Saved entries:
* * *
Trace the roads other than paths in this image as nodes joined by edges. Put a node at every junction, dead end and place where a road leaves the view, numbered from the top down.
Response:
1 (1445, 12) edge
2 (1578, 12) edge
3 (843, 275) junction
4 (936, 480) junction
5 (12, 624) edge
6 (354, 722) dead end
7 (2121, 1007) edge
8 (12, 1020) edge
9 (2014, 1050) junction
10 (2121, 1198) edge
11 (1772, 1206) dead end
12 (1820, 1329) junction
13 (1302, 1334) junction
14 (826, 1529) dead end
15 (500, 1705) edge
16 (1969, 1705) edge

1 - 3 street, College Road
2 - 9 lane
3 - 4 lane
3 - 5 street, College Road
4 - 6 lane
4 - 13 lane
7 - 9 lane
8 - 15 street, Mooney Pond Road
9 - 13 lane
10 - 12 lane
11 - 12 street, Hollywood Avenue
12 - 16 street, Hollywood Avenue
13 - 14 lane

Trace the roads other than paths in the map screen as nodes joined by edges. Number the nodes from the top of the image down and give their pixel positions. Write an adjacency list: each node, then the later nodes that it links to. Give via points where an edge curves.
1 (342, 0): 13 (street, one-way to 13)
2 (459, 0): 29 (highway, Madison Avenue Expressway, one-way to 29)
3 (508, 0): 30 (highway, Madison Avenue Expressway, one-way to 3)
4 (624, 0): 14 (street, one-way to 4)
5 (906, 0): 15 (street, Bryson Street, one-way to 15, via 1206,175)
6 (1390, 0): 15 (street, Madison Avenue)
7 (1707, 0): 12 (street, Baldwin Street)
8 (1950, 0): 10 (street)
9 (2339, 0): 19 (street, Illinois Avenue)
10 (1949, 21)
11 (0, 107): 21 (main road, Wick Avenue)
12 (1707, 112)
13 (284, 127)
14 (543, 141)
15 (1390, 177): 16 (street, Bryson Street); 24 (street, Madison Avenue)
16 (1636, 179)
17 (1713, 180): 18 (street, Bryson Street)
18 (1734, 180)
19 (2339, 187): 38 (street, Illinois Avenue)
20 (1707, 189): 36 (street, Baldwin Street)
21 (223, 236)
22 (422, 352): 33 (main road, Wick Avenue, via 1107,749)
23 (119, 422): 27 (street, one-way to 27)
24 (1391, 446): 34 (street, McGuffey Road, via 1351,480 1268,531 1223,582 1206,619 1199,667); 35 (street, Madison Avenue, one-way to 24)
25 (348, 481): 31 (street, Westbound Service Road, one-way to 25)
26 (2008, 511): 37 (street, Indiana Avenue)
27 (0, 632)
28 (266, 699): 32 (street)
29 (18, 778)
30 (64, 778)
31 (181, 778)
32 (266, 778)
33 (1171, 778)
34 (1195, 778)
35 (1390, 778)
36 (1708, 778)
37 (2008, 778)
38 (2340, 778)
* * *
Task brief: When you reach this point, go back and write out each record above exactly.

Your solution:
Trace the roads other than paths in this image as nodes joined by edges. Put a node at every junction, dead end and place where a road leaves the view, numbered from the top down.
Response:
1 (1445, 12) edge
2 (1578, 12) edge
3 (843, 275) junction
4 (936, 480) junction
5 (12, 624) edge
6 (354, 722) dead end
7 (2121, 1007) edge
8 (12, 1020) edge
9 (2014, 1050) junction
10 (2121, 1198) edge
11 (1772, 1206) dead end
12 (1820, 1329) junction
13 (1302, 1334) junction
14 (826, 1529) dead end
15 (500, 1705) edge
16 (1969, 1705) edge

1 - 3 street, College Road
2 - 9 lane
3 - 4 lane
3 - 5 street, College Road
4 - 6 lane
4 - 13 lane
7 - 9 lane
8 - 15 street, Mooney Pond Road
9 - 13 lane
10 - 12 lane
11 - 12 street, Hollywood Avenue
12 - 16 street, Hollywood Avenue
13 - 14 lane

Trace the roads other than paths in the map screen as nodes joined by edges. Number the nodes from the top of the image down and give their pixel positions. Write an adjacency list: each node, then the later nodes that it links to. Give via points where an edge curves.
1 (342, 0): 13 (street, one-way to 13)
2 (459, 0): 29 (highway, Madison Avenue Expressway, one-way to 29)
3 (508, 0): 30 (highway, Madison Avenue Expressway, one-way to 3)
4 (624, 0): 14 (street, one-way to 4)
5 (906, 0): 15 (street, Bryson Street, one-way to 15, via 1206,175)
6 (1390, 0): 15 (street, Madison Avenue)
7 (1707, 0): 12 (street, Baldwin Street)
8 (1950, 0): 10 (street)
9 (2339, 0): 19 (street, Illinois Avenue)
10 (1949, 21)
11 (0, 107): 21 (main road, Wick Avenue)
12 (1707, 112)
13 (284, 127)
14 (543, 141)
15 (1390, 177): 16 (street, Bryson Street); 24 (street, Madison Avenue)
16 (1636, 179)
17 (1713, 180): 18 (street, Bryson Street)
18 (1734, 180)
19 (2339, 187): 38 (street, Illinois Avenue)
20 (1707, 189): 36 (street, Baldwin Street)
21 (223, 236)
22 (422, 352): 33 (main road, Wick Avenue, via 1107,749)
23 (119, 422): 27 (street, one-way to 27)
24 (1391, 446): 34 (street, McGuffey Road, via 1351,480 1268,531 1223,582 1206,619 1199,667); 35 (street, Madison Avenue, one-way to 24)
25 (348, 481): 31 (street, Westbound Service Road, one-way to 25)
26 (2008, 511): 37 (street, Indiana Avenue)
27 (0, 632)
28 (266, 699): 32 (street)
29 (18, 778)
30 (64, 778)
31 (181, 778)
32 (266, 778)
33 (1171, 778)
34 (1195, 778)
35 (1390, 778)
36 (1708, 778)
37 (2008, 778)
38 (2340, 778)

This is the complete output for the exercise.